Task input:
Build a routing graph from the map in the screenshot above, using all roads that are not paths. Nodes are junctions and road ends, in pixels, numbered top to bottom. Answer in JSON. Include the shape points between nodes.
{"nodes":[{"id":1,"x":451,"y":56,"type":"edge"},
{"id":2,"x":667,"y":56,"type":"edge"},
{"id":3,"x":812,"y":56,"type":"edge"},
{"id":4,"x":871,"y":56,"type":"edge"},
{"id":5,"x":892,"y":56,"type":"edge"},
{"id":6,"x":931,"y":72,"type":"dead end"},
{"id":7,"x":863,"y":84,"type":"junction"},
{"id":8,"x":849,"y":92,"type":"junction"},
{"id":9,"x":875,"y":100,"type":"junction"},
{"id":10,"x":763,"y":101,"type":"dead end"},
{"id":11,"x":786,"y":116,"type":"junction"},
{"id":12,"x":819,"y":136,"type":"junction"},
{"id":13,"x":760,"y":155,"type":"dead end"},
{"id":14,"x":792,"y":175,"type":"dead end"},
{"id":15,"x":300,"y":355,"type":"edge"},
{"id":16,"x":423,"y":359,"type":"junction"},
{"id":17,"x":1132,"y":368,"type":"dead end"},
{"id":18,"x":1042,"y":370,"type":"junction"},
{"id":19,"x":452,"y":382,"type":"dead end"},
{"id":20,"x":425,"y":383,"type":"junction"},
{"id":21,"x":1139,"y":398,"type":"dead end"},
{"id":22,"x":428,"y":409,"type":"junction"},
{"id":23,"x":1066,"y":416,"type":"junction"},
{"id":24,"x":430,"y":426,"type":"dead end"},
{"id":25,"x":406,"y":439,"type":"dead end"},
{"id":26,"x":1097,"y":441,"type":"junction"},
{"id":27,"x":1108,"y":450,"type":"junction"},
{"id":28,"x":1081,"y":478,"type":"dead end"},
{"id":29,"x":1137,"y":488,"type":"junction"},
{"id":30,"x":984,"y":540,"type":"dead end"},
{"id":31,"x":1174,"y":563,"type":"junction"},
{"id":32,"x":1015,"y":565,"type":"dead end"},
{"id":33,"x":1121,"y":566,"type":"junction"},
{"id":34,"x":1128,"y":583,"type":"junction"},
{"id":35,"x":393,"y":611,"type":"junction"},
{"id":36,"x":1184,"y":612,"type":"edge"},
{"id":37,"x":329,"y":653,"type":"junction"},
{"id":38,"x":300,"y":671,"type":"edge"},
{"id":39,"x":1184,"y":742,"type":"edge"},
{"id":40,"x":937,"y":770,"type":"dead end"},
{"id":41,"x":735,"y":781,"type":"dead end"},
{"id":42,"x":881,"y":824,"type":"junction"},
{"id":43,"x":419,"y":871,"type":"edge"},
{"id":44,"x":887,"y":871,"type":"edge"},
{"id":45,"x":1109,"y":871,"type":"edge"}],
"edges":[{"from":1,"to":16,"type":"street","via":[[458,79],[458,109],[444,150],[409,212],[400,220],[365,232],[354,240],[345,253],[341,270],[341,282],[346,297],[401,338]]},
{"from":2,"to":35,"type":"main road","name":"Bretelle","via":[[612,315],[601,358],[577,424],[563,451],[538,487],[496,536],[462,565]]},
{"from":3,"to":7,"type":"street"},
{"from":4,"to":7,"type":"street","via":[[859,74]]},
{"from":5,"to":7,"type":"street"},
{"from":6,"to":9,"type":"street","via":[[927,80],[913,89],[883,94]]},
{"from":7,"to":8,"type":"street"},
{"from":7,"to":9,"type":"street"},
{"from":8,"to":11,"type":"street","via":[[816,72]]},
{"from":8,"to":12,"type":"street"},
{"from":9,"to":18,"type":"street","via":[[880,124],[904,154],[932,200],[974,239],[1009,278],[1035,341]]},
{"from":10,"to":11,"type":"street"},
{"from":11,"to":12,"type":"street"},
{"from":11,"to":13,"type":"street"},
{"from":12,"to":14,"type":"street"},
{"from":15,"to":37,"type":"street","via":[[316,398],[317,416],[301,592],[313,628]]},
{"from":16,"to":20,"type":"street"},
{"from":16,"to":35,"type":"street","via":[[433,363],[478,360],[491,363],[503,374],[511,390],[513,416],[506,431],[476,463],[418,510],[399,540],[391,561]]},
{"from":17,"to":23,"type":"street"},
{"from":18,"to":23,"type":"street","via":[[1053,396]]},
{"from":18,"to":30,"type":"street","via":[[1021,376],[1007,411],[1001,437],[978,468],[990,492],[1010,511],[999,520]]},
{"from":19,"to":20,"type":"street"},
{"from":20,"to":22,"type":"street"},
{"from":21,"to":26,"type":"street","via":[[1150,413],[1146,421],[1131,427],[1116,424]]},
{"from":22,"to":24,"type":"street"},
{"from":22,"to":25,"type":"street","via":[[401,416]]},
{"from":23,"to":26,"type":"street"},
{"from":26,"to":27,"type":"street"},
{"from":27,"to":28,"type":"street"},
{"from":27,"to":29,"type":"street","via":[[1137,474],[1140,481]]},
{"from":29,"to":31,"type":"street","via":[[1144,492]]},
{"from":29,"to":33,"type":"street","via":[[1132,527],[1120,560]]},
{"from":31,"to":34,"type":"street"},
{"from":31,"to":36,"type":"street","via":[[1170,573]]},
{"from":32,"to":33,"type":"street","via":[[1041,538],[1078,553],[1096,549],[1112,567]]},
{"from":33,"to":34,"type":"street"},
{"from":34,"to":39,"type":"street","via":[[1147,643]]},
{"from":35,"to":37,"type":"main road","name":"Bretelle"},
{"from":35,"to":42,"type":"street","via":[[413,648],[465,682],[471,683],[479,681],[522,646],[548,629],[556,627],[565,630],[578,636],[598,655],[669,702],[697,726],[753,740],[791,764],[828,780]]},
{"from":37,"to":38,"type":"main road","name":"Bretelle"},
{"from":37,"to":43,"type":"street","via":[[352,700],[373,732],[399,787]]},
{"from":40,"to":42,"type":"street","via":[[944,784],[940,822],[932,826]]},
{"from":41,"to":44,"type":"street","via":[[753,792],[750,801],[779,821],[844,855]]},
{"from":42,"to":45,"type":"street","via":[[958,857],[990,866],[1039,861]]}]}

What to produce: Lines holding "nodes": please count them in the data above and reply with the number alone.

Task solution: 2